- O governo paquistanês afirmou que a paciência acabou e que há “guerra aberta” com o Afeganistão.
- Em vinte e seis de fevereiro, forças paquistanesas bombardearam Kabul, capital, e Kandahar, segunda maior cidade.
- A ofensiva integra a operação “Righteous Fury” (Fúria Justa) e incluiu ataques a locais militares, depósitos de munição e postos de fronteira afegãos.
- o Paquistão sustenta ter matado mais de duzentos setenta membros do Talibã e ferido mais de quatrocentos.
- O ataque representa uma escalada brusca das tensões entre os dois países.
O Ministério da Defesa do Paquistão afirmou que o país intensificou sua atuação militar contra militantes no Afeganistão. Em 26 de fevereiro, aviões paquistaneses bombardearam alvos militares em Kabul, capital, e em Kandahar, segunda maior cidade do país. A operação recebeu o nome de Righteous Fury.
O Paquistão afirmou que as forças inimigas foram atingidas em sítios militares e depósitos de munição, com ações também em postos fronteiriços. Em balanço divulgado, o governo paquistanês disse ter matado mais de 270 membros do Taliban e ferido mais de 400.

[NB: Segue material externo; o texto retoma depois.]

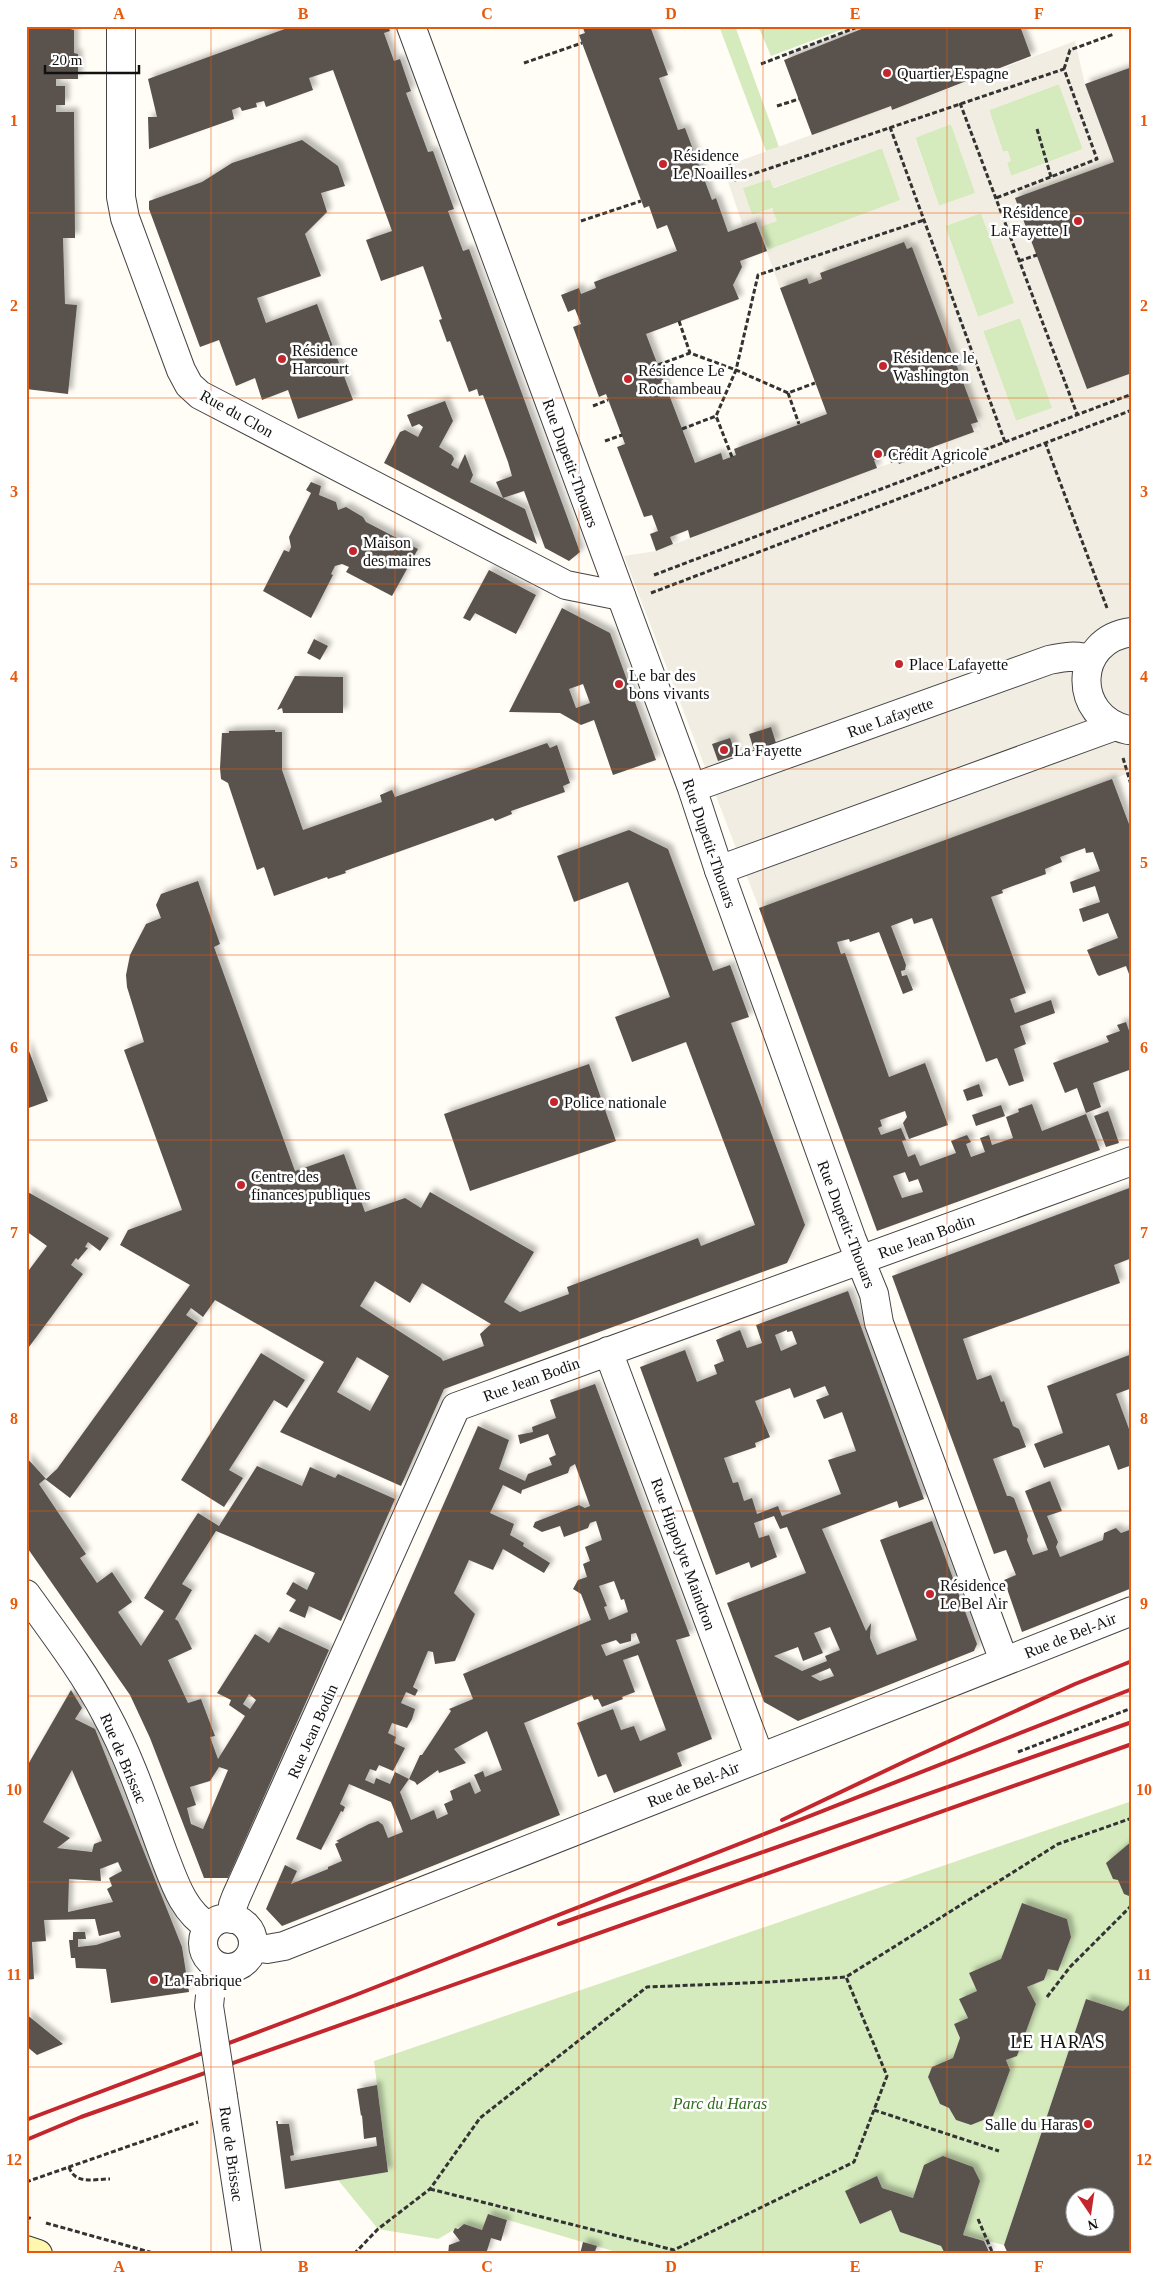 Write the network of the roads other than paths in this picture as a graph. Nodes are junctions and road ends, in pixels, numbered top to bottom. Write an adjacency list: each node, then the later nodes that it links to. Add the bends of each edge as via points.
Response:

O ataque envolve Khawaja Mohammad Asif, ministro da Defesa do Paquistão, que afirmou que a paciência do país acabou e descreveu o episódio como guerra aberta entre Islamabad e o Taliban. O alvo direto é aliado do regime talibã em Cabul.
Asif destacaram o uso de força aérea e de tropas para pressionar posições ao longo da fronteira com o Afeganistão. A ofensiva ocorre após semanas de tensões entre os dois países, com acusações mútuas de apoio a grupos insurgentes.
Kabul e Kandahar abrigam instalações estratégicas e senhorios, além de lideranças relevantes para o movimento talibã. A cidade de Kandahar abriga o chefe máximo Haibatullah Akhunzada, que passa a compor o foco internacional de monitoramento.
Desdobramentos e contexto
A escalada levanta dúvidas sobre a continuidade das linhas de frente e sobre possíveis retaliações adicionais. Autoridades afegãs ainda não divulgaram números oficiais de perdas ou danos, nem comentários sobre a veracidade das reivindicações paquistanesas.
Analistas apontam que o episódio pode reconfigurar a dinâmica regional, com impactos em acordos de fronteira e na cooperação anti-insurgência. O governo paquistanês sustenta que a operação visa neutralizar redes insurgentes em território vizinho.